━━ Input records

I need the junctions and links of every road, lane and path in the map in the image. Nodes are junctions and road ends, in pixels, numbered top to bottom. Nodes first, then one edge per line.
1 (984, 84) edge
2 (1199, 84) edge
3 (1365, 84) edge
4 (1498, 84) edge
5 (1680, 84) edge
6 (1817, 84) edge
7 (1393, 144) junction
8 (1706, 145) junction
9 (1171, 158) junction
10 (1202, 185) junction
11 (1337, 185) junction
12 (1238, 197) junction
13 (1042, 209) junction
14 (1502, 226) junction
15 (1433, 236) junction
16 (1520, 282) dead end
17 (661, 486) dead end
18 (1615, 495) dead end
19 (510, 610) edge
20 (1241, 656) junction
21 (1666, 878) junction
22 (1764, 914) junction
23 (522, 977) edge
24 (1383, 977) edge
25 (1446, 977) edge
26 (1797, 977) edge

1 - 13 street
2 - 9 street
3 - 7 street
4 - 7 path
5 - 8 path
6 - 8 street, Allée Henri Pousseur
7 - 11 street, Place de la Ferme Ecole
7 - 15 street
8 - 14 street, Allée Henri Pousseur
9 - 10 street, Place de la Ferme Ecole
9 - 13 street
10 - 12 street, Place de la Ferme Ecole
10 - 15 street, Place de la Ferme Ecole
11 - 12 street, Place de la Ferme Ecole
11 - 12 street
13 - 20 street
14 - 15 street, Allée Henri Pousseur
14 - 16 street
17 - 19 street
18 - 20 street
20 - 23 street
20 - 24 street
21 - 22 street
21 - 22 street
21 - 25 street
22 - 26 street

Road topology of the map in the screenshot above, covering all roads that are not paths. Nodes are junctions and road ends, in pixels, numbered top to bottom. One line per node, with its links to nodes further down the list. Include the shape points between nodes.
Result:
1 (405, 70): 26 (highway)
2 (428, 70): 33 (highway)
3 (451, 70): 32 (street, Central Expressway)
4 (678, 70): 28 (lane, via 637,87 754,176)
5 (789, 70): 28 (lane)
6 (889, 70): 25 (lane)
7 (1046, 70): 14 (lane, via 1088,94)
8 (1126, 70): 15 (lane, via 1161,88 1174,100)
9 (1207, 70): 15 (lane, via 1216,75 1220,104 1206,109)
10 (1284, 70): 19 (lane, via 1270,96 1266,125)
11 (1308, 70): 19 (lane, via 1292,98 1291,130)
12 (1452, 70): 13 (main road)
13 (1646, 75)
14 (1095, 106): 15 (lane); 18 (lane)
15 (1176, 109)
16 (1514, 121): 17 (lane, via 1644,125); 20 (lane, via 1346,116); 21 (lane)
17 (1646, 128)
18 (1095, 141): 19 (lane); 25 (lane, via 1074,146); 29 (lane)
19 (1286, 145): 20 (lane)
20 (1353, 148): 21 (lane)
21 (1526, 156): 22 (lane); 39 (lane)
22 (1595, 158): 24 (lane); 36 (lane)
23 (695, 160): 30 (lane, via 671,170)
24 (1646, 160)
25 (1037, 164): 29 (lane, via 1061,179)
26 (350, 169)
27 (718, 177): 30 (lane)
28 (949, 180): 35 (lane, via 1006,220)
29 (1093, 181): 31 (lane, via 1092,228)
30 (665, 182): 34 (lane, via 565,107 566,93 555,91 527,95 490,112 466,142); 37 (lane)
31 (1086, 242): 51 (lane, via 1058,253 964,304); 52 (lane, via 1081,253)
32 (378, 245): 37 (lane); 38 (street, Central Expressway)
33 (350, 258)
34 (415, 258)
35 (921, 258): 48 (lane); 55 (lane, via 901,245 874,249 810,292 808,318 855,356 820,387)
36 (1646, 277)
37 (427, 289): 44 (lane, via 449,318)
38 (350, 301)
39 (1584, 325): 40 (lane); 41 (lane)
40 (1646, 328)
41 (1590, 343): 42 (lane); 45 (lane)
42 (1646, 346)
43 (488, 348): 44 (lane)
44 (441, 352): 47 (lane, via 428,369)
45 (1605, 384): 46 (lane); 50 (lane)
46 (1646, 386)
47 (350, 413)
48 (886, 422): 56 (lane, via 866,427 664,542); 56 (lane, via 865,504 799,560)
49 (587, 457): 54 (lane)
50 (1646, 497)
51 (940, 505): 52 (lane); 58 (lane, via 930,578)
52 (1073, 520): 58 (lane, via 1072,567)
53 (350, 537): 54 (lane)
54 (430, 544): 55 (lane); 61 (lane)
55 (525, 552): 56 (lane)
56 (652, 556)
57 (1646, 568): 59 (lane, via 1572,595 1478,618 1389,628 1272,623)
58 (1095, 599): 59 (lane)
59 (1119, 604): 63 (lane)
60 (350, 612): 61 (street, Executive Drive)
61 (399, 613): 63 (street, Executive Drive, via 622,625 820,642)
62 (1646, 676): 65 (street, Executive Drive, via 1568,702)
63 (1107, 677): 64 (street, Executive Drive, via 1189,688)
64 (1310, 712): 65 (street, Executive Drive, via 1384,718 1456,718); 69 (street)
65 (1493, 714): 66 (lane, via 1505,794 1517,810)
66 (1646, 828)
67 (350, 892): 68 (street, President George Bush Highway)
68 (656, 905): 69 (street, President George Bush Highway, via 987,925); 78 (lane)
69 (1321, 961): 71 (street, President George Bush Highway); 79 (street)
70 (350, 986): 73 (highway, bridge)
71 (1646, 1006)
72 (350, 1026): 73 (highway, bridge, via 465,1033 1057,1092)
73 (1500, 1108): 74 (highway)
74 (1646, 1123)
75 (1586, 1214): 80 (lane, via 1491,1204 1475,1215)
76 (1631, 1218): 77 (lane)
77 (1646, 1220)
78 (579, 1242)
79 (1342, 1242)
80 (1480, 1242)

━━━━

» **What to work on**: The material must be repeated in full, with every line exact.

» **Result of the exercise**:
I need the junctions and links of every road, lane and path in the map in the image. Nodes are junctions and road ends, in pixels, numbered top to bottom. Nodes first, then one edge per line.
1 (984, 84) edge
2 (1199, 84) edge
3 (1365, 84) edge
4 (1498, 84) edge
5 (1680, 84) edge
6 (1817, 84) edge
7 (1393, 144) junction
8 (1706, 145) junction
9 (1171, 158) junction
10 (1202, 185) junction
11 (1337, 185) junction
12 (1238, 197) junction
13 (1042, 209) junction
14 (1502, 226) junction
15 (1433, 236) junction
16 (1520, 282) dead end
17 (661, 486) dead end
18 (1615, 495) dead end
19 (510, 610) edge
20 (1241, 656) junction
21 (1666, 878) junction
22 (1764, 914) junction
23 (522, 977) edge
24 (1383, 977) edge
25 (1446, 977) edge
26 (1797, 977) edge

1 - 13 street
2 - 9 street
3 - 7 street
4 - 7 path
5 - 8 path
6 - 8 street, Allée Henri Pousseur
7 - 11 street, Place de la Ferme Ecole
7 - 15 street
8 - 14 street, Allée Henri Pousseur
9 - 10 street, Place de la Ferme Ecole
9 - 13 street
10 - 12 street, Place de la Ferme Ecole
10 - 15 street, Place de la Ferme Ecole
11 - 12 street, Place de la Ferme Ecole
11 - 12 street
13 - 20 street
14 - 15 street, Allée Henri Pousseur
14 - 16 street
17 - 19 street
18 - 20 street
20 - 23 street
20 - 24 street
21 - 22 street
21 - 22 street
21 - 25 street
22 - 26 street

Road topology of the map in the screenshot above, covering all roads that are not paths. Nodes are junctions and road ends, in pixels, numbered top to bottom. One line per node, with its links to nodes further down the list. Include the shape points between nodes.
Result:
1 (405, 70): 26 (highway)
2 (428, 70): 33 (highway)
3 (451, 70): 32 (street, Central Expressway)
4 (678, 70): 28 (lane, via 637,87 754,176)
5 (789, 70): 28 (lane)
6 (889, 70): 25 (lane)
7 (1046, 70): 14 (lane, via 1088,94)
8 (1126, 70): 15 (lane, via 1161,88 1174,100)
9 (1207, 70): 15 (lane, via 1216,75 1220,104 1206,109)
10 (1284, 70): 19 (lane, via 1270,96 1266,125)
11 (1308, 70): 19 (lane, via 1292,98 1291,130)
12 (1452, 70): 13 (main road)
13 (1646, 75)
14 (1095, 106): 15 (lane); 18 (lane)
15 (1176, 109)
16 (1514, 121): 17 (lane, via 1644,125); 20 (lane, via 1346,116); 21 (lane)
17 (1646, 128)
18 (1095, 141): 19 (lane); 25 (lane, via 1074,146); 29 (lane)
19 (1286, 145): 20 (lane)
20 (1353, 148): 21 (lane)
21 (1526, 156): 22 (lane); 39 (lane)
22 (1595, 158): 24 (lane); 36 (lane)
23 (695, 160): 30 (lane, via 671,170)
24 (1646, 160)
25 (1037, 164): 29 (lane, via 1061,179)
26 (350, 169)
27 (718, 177): 30 (lane)
28 (949, 180): 35 (lane, via 1006,220)
29 (1093, 181): 31 (lane, via 1092,228)
30 (665, 182): 34 (lane, via 565,107 566,93 555,91 527,95 490,112 466,142); 37 (lane)
31 (1086, 242): 51 (lane, via 1058,253 964,304); 52 (lane, via 1081,253)
32 (378, 245): 37 (lane); 38 (street, Central Expressway)
33 (350, 258)
34 (415, 258)
35 (921, 258): 48 (lane); 55 (lane, via 901,245 874,249 810,292 808,318 855,356 820,387)
36 (1646, 277)
37 (427, 289): 44 (lane, via 449,318)
38 (350, 301)
39 (1584, 325): 40 (lane); 41 (lane)
40 (1646, 328)
41 (1590, 343): 42 (lane); 45 (lane)
42 (1646, 346)
43 (488, 348): 44 (lane)
44 (441, 352): 47 (lane, via 428,369)
45 (1605, 384): 46 (lane); 50 (lane)
46 (1646, 386)
47 (350, 413)
48 (886, 422): 56 (lane, via 866,427 664,542); 56 (lane, via 865,504 799,560)
49 (587, 457): 54 (lane)
50 (1646, 497)
51 (940, 505): 52 (lane); 58 (lane, via 930,578)
52 (1073, 520): 58 (lane, via 1072,567)
53 (350, 537): 54 (lane)
54 (430, 544): 55 (lane); 61 (lane)
55 (525, 552): 56 (lane)
56 (652, 556)
57 (1646, 568): 59 (lane, via 1572,595 1478,618 1389,628 1272,623)
58 (1095, 599): 59 (lane)
59 (1119, 604): 63 (lane)
60 (350, 612): 61 (street, Executive Drive)
61 (399, 613): 63 (street, Executive Drive, via 622,625 820,642)
62 (1646, 676): 65 (street, Executive Drive, via 1568,702)
63 (1107, 677): 64 (street, Executive Drive, via 1189,688)
64 (1310, 712): 65 (street, Executive Drive, via 1384,718 1456,718); 69 (street)
65 (1493, 714): 66 (lane, via 1505,794 1517,810)
66 (1646, 828)
67 (350, 892): 68 (street, President George Bush Highway)
68 (656, 905): 69 (street, President George Bush Highway, via 987,925); 78 (lane)
69 (1321, 961): 71 (street, President George Bush Highway); 79 (street)
70 (350, 986): 73 (highway, bridge)
71 (1646, 1006)
72 (350, 1026): 73 (highway, bridge, via 465,1033 1057,1092)
73 (1500, 1108): 74 (highway)
74 (1646, 1123)
75 (1586, 1214): 80 (lane, via 1491,1204 1475,1215)
76 (1631, 1218): 77 (lane)
77 (1646, 1220)
78 (579, 1242)
79 (1342, 1242)
80 (1480, 1242)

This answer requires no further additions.